ZKAgentVerificationOrchestrator.circom is the primary zkSNARK circuit for verifying the trustworthiness of LLM-based agents in the ZK-AgentMesh protocol. It enables zero-knowledge validation of training quality, ethics, and compliance without revealing any underlying data, model internals, or private metrics.

This circuit composes multiple modular sub-verifiers and outputs a unified proof of agent validity.


Objectives

This circuit proves that a deployed AI agent meets the following conditions:

  • Training quality surpasses a defined threshold

  • Ethical requirements are satisfied (bias, fairness, harmful content)

  • Compliance standards are met (data privacy, encryption, retention)

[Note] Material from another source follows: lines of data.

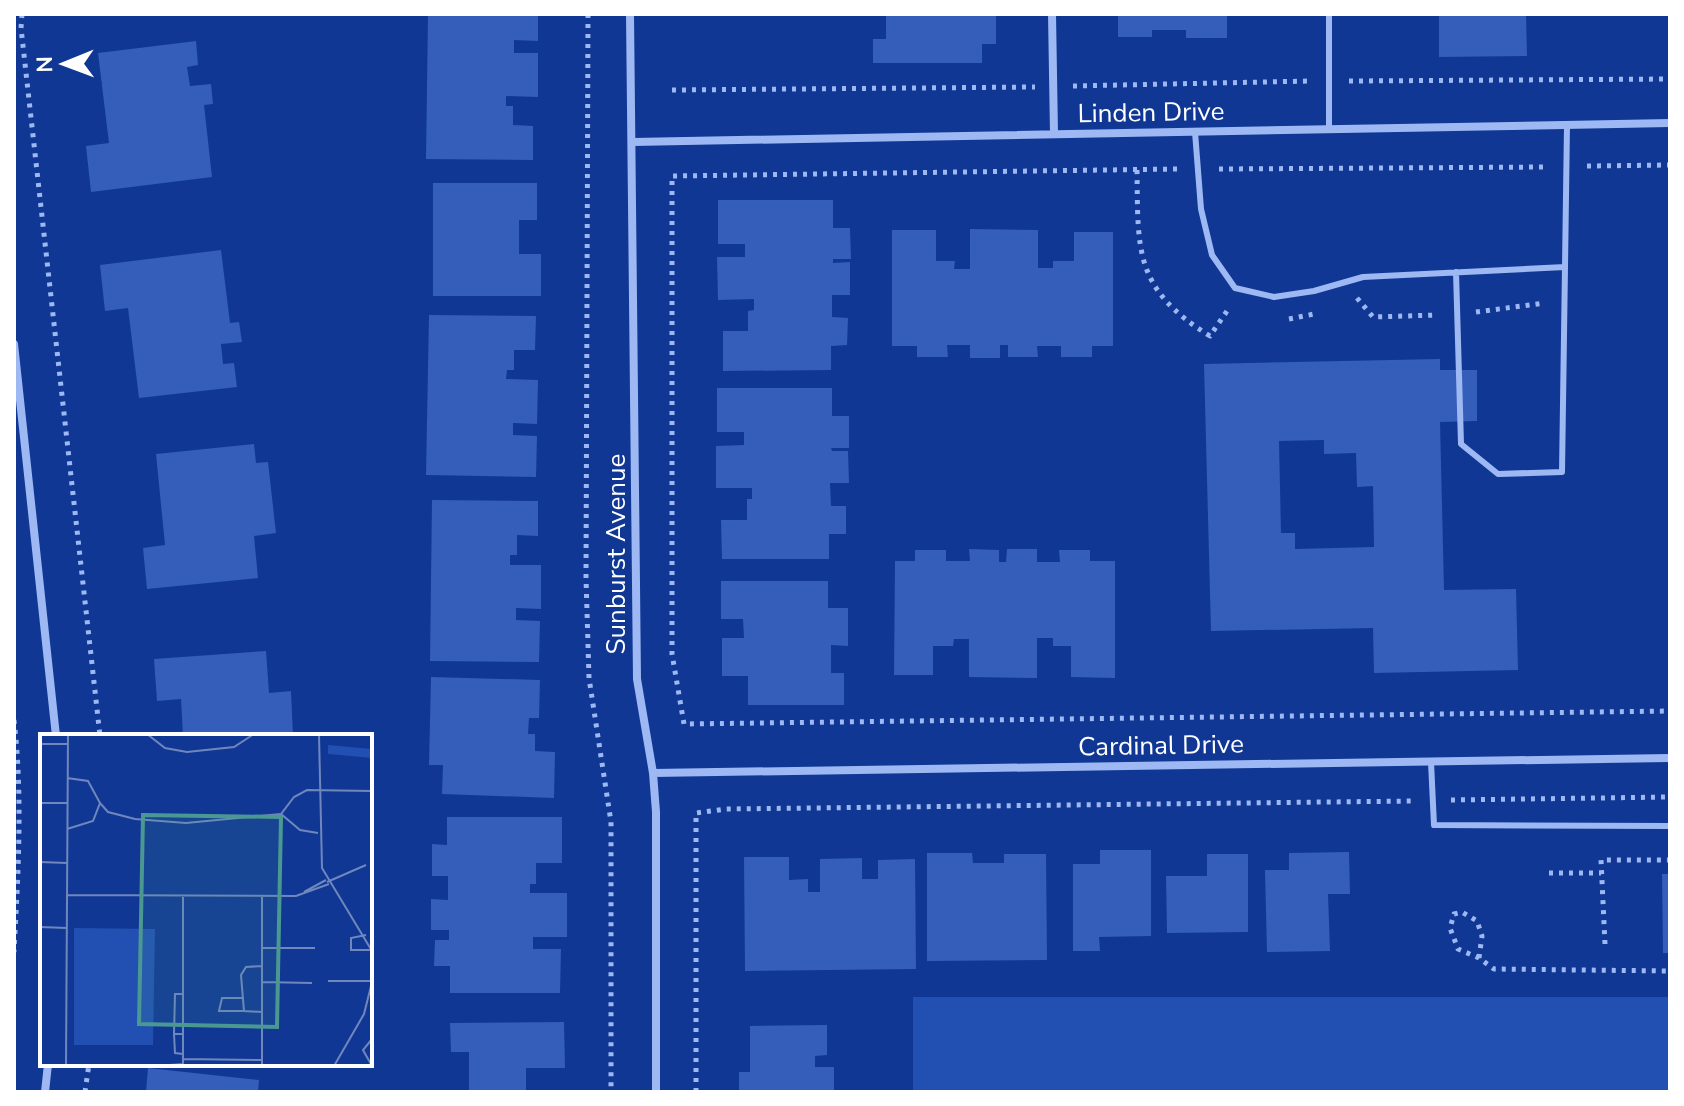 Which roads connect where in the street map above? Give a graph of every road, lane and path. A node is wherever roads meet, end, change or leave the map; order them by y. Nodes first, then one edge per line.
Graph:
1 (22, 14) edge
2 (588, 14) edge
3 (630, 14) edge
4 (1052, 14) edge
5 (1329, 14) edge
6 (1670, 79) edge
7 (1329, 81) junction
8 (1053, 86) junction
9 (672, 90) dead end
10 (1670, 123) edge
11 (1567, 125) junction
12 (1329, 129) junction
13 (1195, 132) junction
14 (1054, 134) junction
15 (633, 142) junction
16 (1670, 165) edge
17 (1567, 167) junction
18 (1198, 169) junction
19 (1565, 267) junction
20 (1456, 272) junction
21 (14, 344) edge
22 (1670, 711) edge
23 (14, 720) edge
24 (56, 734) edge
25 (100, 734) edge
26 (1670, 758) edge
27 (1431, 762) junction
28 (653, 773) junction
29 (1670, 797) edge
30 (1432, 800) junction
31 (1670, 826) edge
32 (1670, 860) edge
33 (1549, 873) dead end
34 (1601, 873) junction
35 (1605, 944) dead end
36 (14, 952) edge
37 (1479, 958) junction
38 (1670, 971) edge
39 (48, 1066) edge
40 (89, 1066) edge
41 (45, 1092) edge
42 (85, 1092) edge
43 (611, 1092) edge
44 (656, 1092) edge
45 (696, 1092) edge

1 - 25 path
2 - 43 path
3 - 15 street, Sunburst Avenue
4 - 8 street
5 - 7 lane
6 - 7 path
7 - 8 path
7 - 12 lane
8 - 9 path
8 - 14 street
10 - 11 street, Linden Drive
11 - 12 street, Linden Drive
11 - 17 lane
12 - 13 street, Linden Drive
13 - 14 street, Linden Drive
13 - 18 lane
14 - 15 street, Linden Drive
15 - 28 street, Sunburst Avenue
16 - 17 path
17 - 18 path
17 - 19 lane
18 - 20 lane
18 - 22 path
19 - 20 lane
19 - 20 lane
21 - 24 street
23 - 36 path
26 - 27 street, Cardinal Drive
27 - 28 street, Cardinal Drive
27 - 30 lane
28 - 44 street, Sunburst Avenue
29 - 30 path
30 - 31 lane
30 - 45 path
32 - 34 path
33 - 34 path
34 - 35 path
37 - 37 path
37 - 38 path
39 - 41 street
40 - 42 path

  • Each of these proofs is tied to cryptographic commitments submitted prior to training

The circuit enables these proofs to be verified without revealing:

  • The training data or model responses

  • Specific scores or implementation logic

  • The training infrastructure or source data identity


Architecture

The orchestrator integrates three sub-circuits:

  • TrainingQualityVerifier: Assesses training sample quality and output alignment

  • EthicsComplianceVerifier: Validates fairness, bias, and red-teaming results

  • ComplianceVerifier: Verifies privacy policies, data handling, and encryption

  • Additionally, it computes a Poseidon-based master_proof_hash that binds all subproofs


Inputs

Private Inputs (Not revealed during on-chain verification)

Training

  • training_samples[n_training_samples*32]: Flattened matrix of tokenized inputs

  • model_responses[n_training_samples*32]: Corresponding output tokens

  • quality_scores[n_training_samples]: Scores computed per sample

  • training_seed: Randomization value for training

  • model_weights_hash: Hash of initial model state

Ethics

  • bias_test_results[n_ethics_tests]: Scores from bias detection tests

  • fairness_scores[n_ethics_tests]: Fairness metrics per test

  • harmful_content_flags[n_ethics_tests]: Binary flags for unsafe content

  • ethics_training_data_hash: Hash of ethics-related training dataset

Compliance

  • privacy_protection_scores[n_compliance_tests]

  • data_handling_scores[n_compliance_tests]

  • encryption_standards[n_compliance_tests]

Capability

  • capability_scores[n_capability_tests]

  • performance_benchmarks[n_capability_tests]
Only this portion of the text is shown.